Determine how many lines of the entries contain "Espanha". Reply with that number alone.

▼

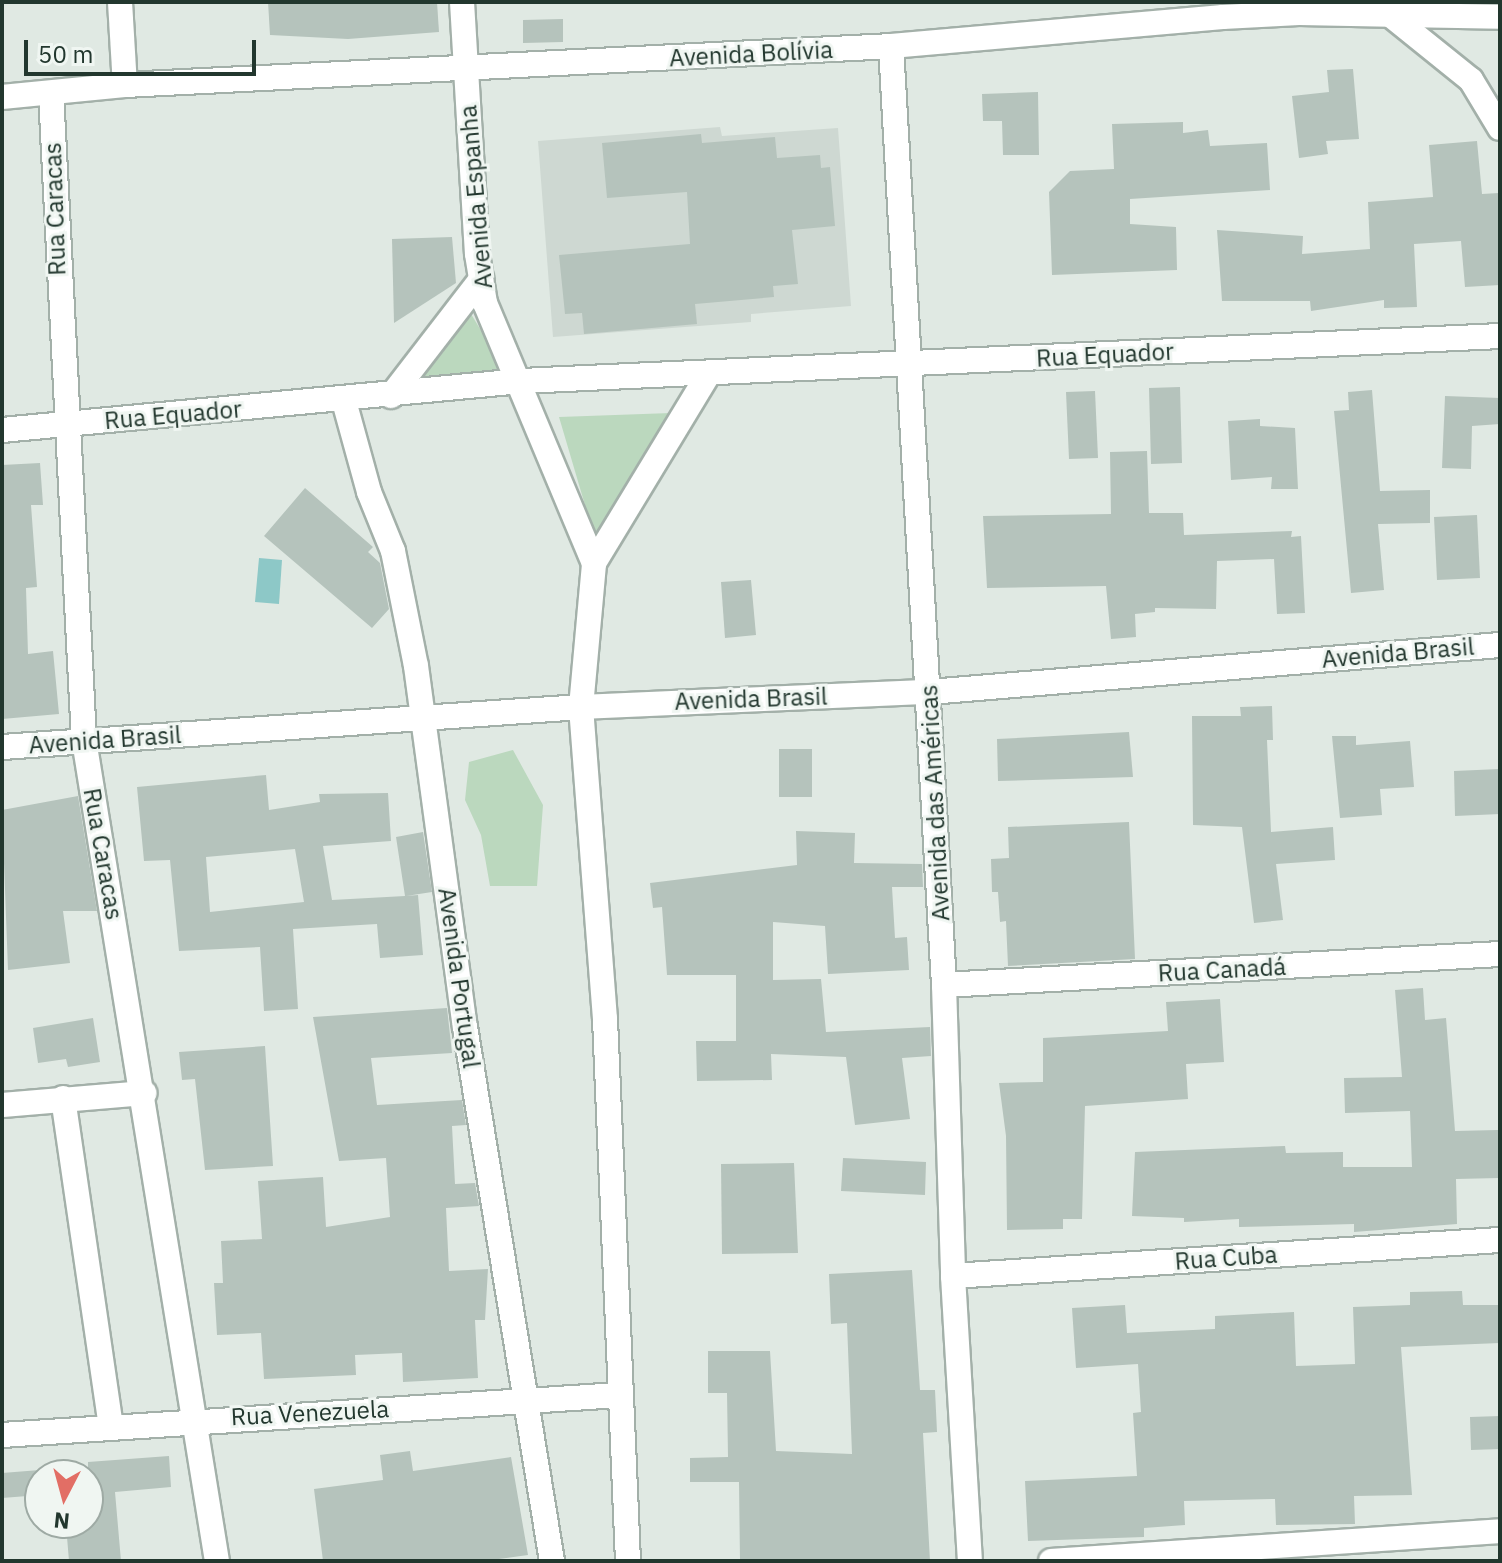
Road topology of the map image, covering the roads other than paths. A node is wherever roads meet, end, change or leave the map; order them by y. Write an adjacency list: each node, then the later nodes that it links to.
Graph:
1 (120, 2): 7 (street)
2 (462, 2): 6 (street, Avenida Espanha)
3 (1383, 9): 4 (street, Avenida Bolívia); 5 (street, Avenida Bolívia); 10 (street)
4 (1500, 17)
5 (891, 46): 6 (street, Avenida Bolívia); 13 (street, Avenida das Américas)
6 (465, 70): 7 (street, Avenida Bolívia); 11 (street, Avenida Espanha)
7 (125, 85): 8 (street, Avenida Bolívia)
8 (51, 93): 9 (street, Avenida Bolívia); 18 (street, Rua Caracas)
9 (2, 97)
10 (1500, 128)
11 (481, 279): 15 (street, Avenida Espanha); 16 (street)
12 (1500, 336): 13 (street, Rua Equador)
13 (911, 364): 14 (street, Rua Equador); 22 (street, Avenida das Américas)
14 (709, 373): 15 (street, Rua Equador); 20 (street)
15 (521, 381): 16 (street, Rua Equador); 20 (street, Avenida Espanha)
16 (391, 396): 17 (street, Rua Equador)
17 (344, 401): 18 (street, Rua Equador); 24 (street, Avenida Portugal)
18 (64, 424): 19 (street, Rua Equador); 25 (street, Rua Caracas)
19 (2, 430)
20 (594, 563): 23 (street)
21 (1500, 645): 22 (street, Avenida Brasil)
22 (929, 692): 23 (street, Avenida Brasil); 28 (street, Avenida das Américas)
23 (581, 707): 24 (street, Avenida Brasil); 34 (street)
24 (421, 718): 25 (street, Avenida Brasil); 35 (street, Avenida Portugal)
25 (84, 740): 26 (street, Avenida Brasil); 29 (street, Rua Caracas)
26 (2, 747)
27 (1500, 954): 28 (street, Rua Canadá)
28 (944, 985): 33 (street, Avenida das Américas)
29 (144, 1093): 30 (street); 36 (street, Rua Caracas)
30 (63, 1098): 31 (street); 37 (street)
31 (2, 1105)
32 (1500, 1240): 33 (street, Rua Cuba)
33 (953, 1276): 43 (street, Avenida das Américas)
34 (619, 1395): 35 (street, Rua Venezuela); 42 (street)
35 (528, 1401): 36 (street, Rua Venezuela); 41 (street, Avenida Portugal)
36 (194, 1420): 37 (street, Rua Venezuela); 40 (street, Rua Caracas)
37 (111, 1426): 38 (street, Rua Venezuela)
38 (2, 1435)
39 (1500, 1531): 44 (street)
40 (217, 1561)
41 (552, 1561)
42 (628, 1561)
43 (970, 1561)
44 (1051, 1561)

▲

== TASK RESULT ==
4